ABOUT THIS EXERCISE: Retype only what runs from the first line of the records to the line with "Summarize the content", inclusive, and no pictures.

(Collected data entries)
>>>>

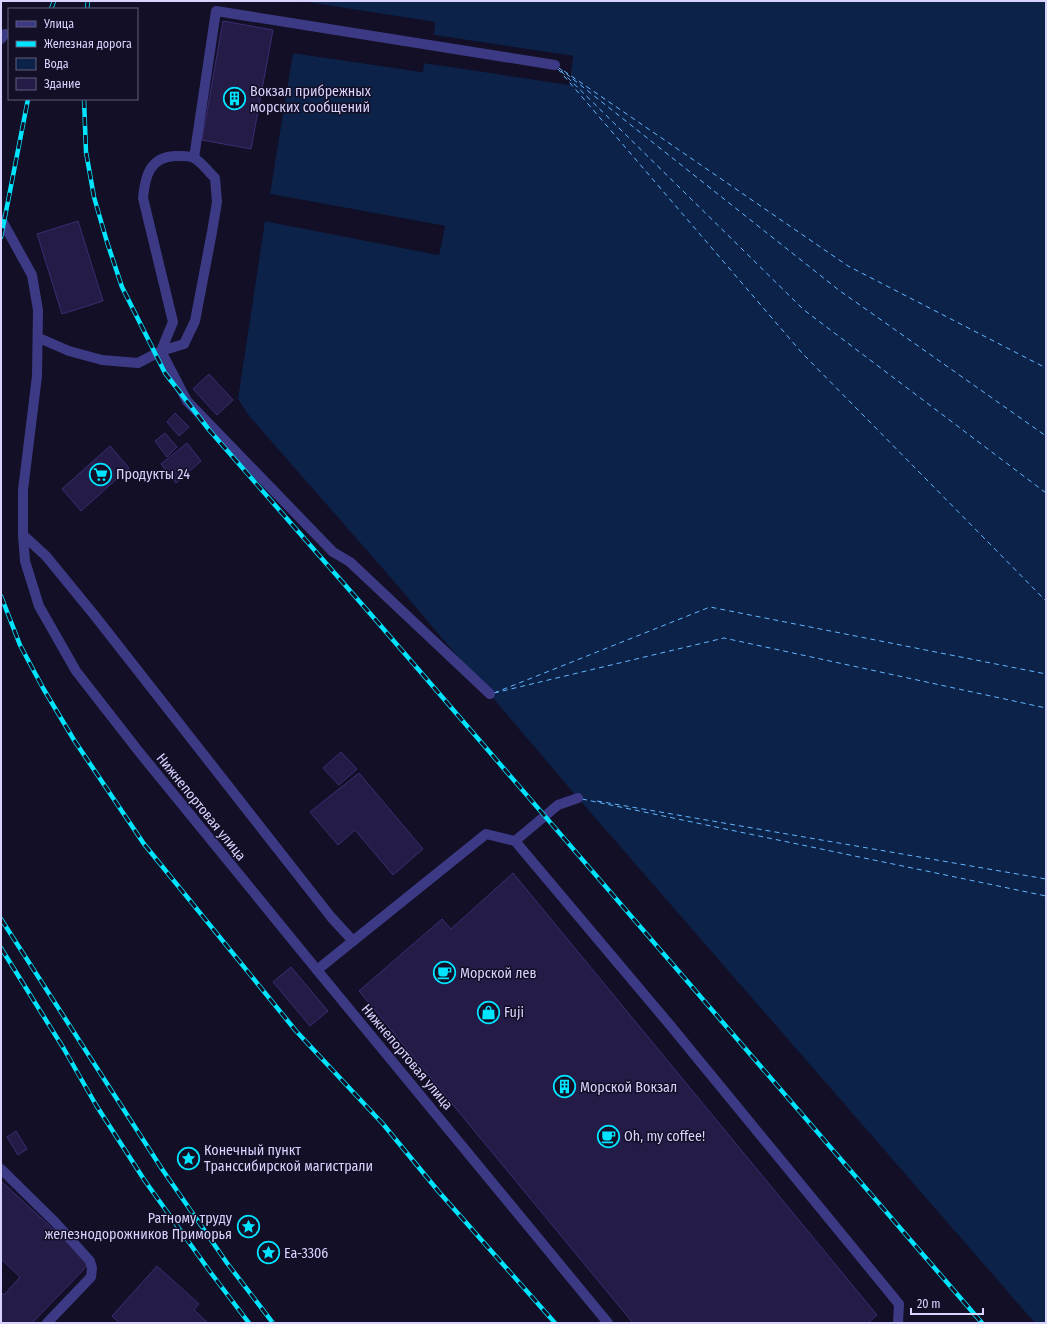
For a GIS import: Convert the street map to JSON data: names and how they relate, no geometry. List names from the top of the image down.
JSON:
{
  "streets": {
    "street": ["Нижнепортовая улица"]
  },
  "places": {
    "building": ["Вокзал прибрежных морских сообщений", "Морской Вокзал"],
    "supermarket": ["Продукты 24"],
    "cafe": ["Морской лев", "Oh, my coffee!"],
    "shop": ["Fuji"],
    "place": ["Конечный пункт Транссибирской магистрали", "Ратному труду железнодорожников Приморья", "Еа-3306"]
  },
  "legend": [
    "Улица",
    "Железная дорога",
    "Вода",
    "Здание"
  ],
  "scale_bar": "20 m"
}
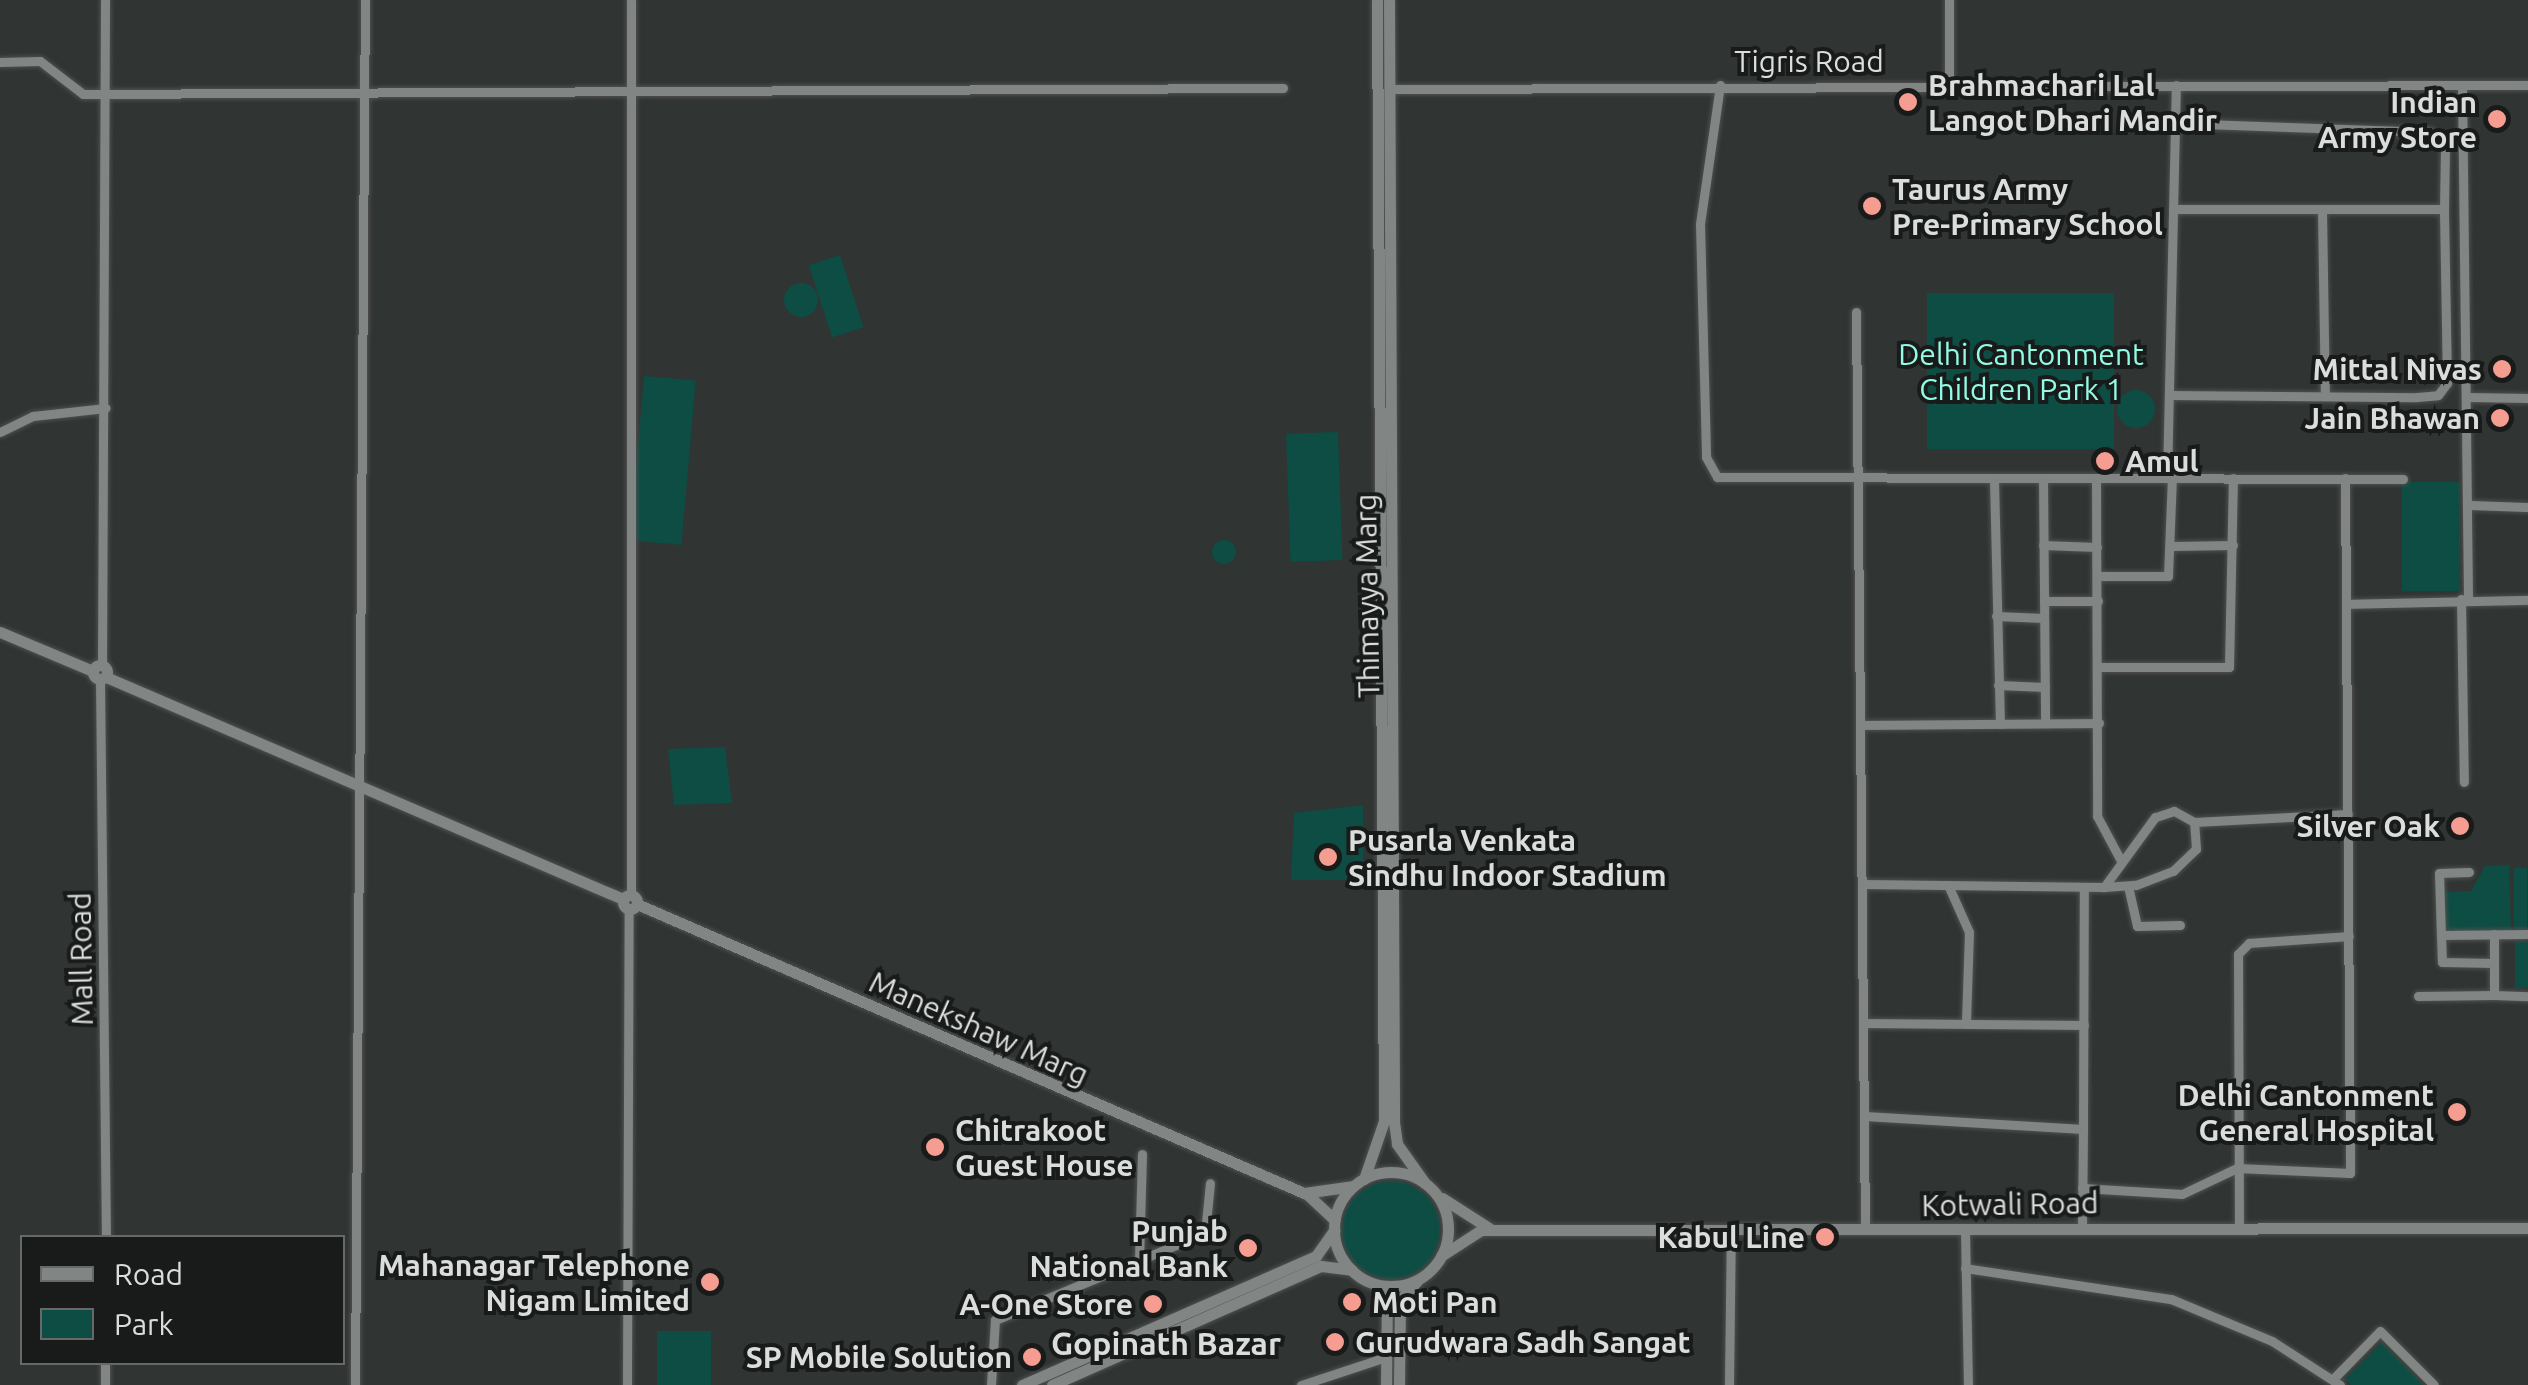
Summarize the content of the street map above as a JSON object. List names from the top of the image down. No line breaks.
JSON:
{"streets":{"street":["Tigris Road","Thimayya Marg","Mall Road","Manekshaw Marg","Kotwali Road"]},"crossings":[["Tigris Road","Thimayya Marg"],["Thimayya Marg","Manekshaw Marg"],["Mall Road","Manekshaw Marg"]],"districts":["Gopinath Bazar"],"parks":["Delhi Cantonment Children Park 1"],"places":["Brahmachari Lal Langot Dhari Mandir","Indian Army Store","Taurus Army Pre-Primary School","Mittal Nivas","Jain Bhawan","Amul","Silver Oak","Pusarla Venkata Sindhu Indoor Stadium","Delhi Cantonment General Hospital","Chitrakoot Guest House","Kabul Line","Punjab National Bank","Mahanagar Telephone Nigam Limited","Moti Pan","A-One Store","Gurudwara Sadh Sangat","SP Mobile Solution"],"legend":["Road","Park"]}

<<<<

ANSWER TO THE PROBLEM:
For a GIS import: Convert the street map to JSON data: names and how they relate, no geometry. List names from the top of the image down.
JSON:
{
  "streets": {
    "street": ["Нижнепортовая улица"]
  },
  "places": {
    "building": ["Вокзал прибрежных морских сообщений", "Морской Вокзал"],
    "supermarket": ["Продукты 24"],
    "cafe": ["Морской лев", "Oh, my coffee!"],
    "shop": ["Fuji"],
    "place": ["Конечный пункт Транссибирской магистрали", "Ратному труду железнодорожников Приморья", "Еа-3306"]
  },
  "legend": [
    "Улица",
    "Железная дорога",
    "Вода",
    "Здание"
  ],
  "scale_bar": "20 m"
}
Summarize the content of the street map above as a JSON object. List names from the top of the image down. No line breaks.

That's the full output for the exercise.